Although family law in Canada varies by province/territory, the criminal law of Canada is under the exclusive legislative jurisdiction of the federal government and is the same throughout Canada. Under the criminal law, marital rape was made illegal in 1983.

==Current situation in former British colonies and Commonwealth nations==
English law was imported to many parts of the world through colonization, and so was the concept of restitution of conjugal rights, which continues to exist in law, in various forms, in some former British possessions, including India. In India, the concept has been subject to controversy, and was called by Khardekar (MP), at the time of the drafting of the Hindu Marriage Act, 1955 (which contains it), "uncouth, barbarous and vulgar".
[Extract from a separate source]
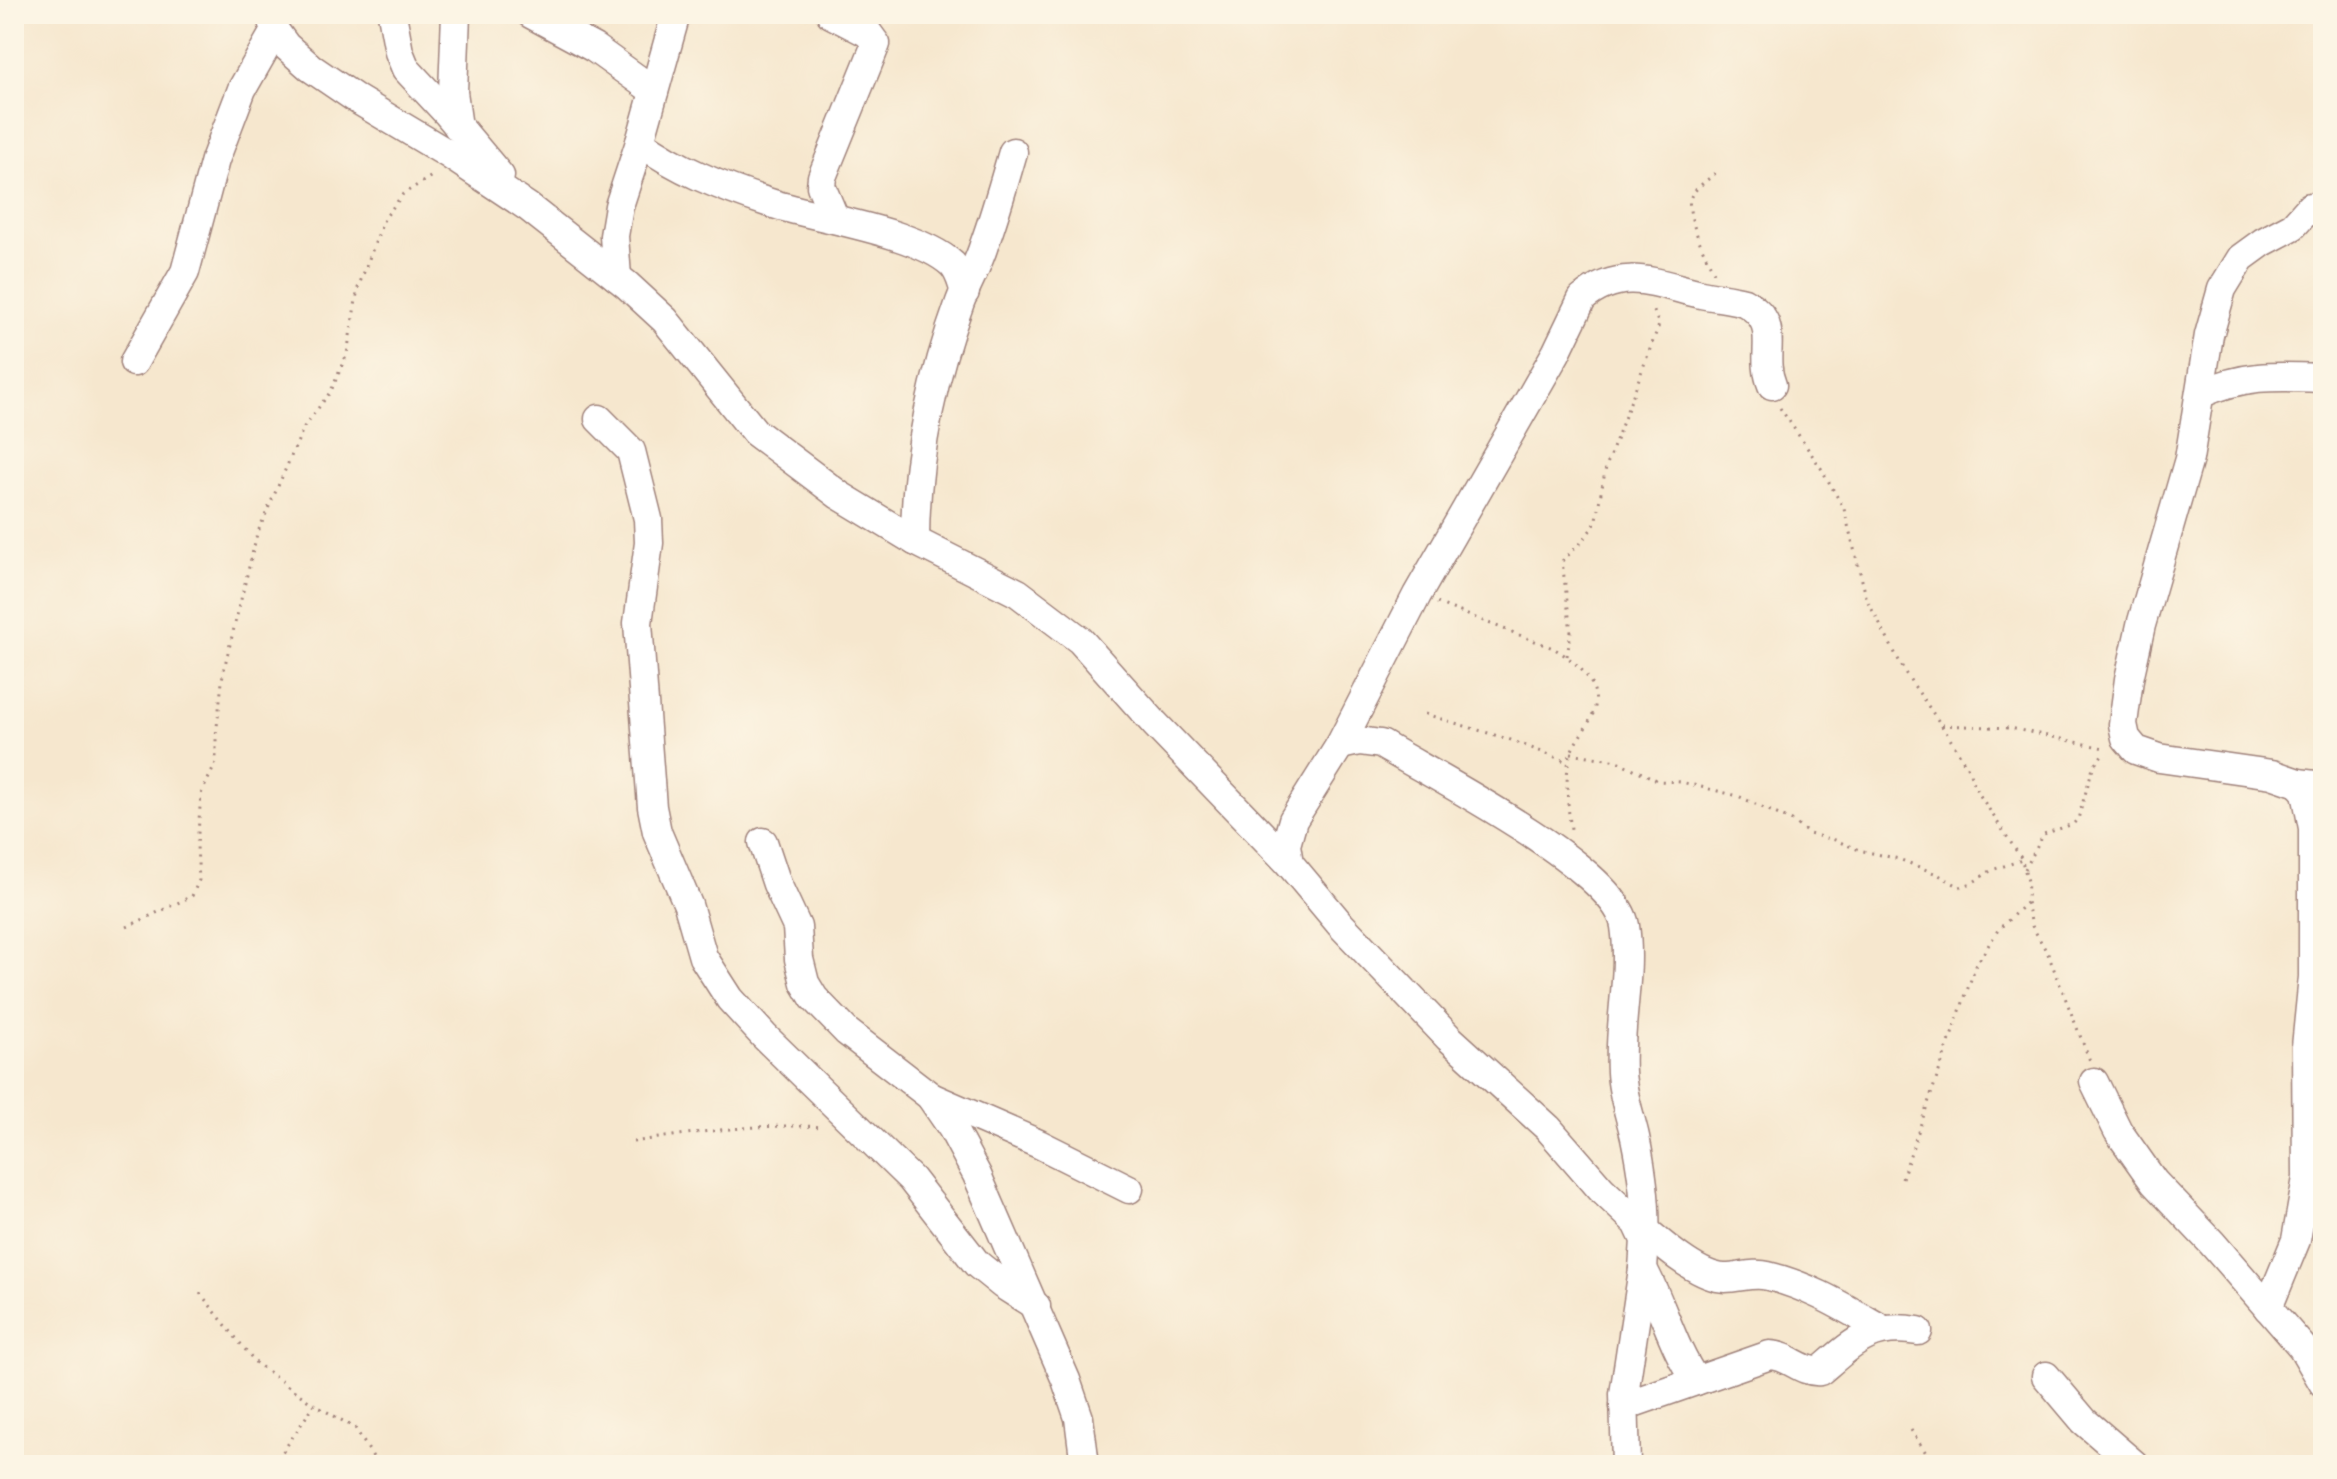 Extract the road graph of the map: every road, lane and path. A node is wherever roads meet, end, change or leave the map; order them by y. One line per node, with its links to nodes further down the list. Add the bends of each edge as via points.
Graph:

In 1984, the Supreme Court of India upheld the constitutionality of the restitution of conjugal rights, in Saroj Rani v Sudarshan Kumar Chadha (which found that the action of restitution of conjugal rights does not violate Article 14 or Article 21 of the Constitution, and is therefore a valid action).
Human Rights Watch has criticized this concept as being a cause of violence and discrimination against women.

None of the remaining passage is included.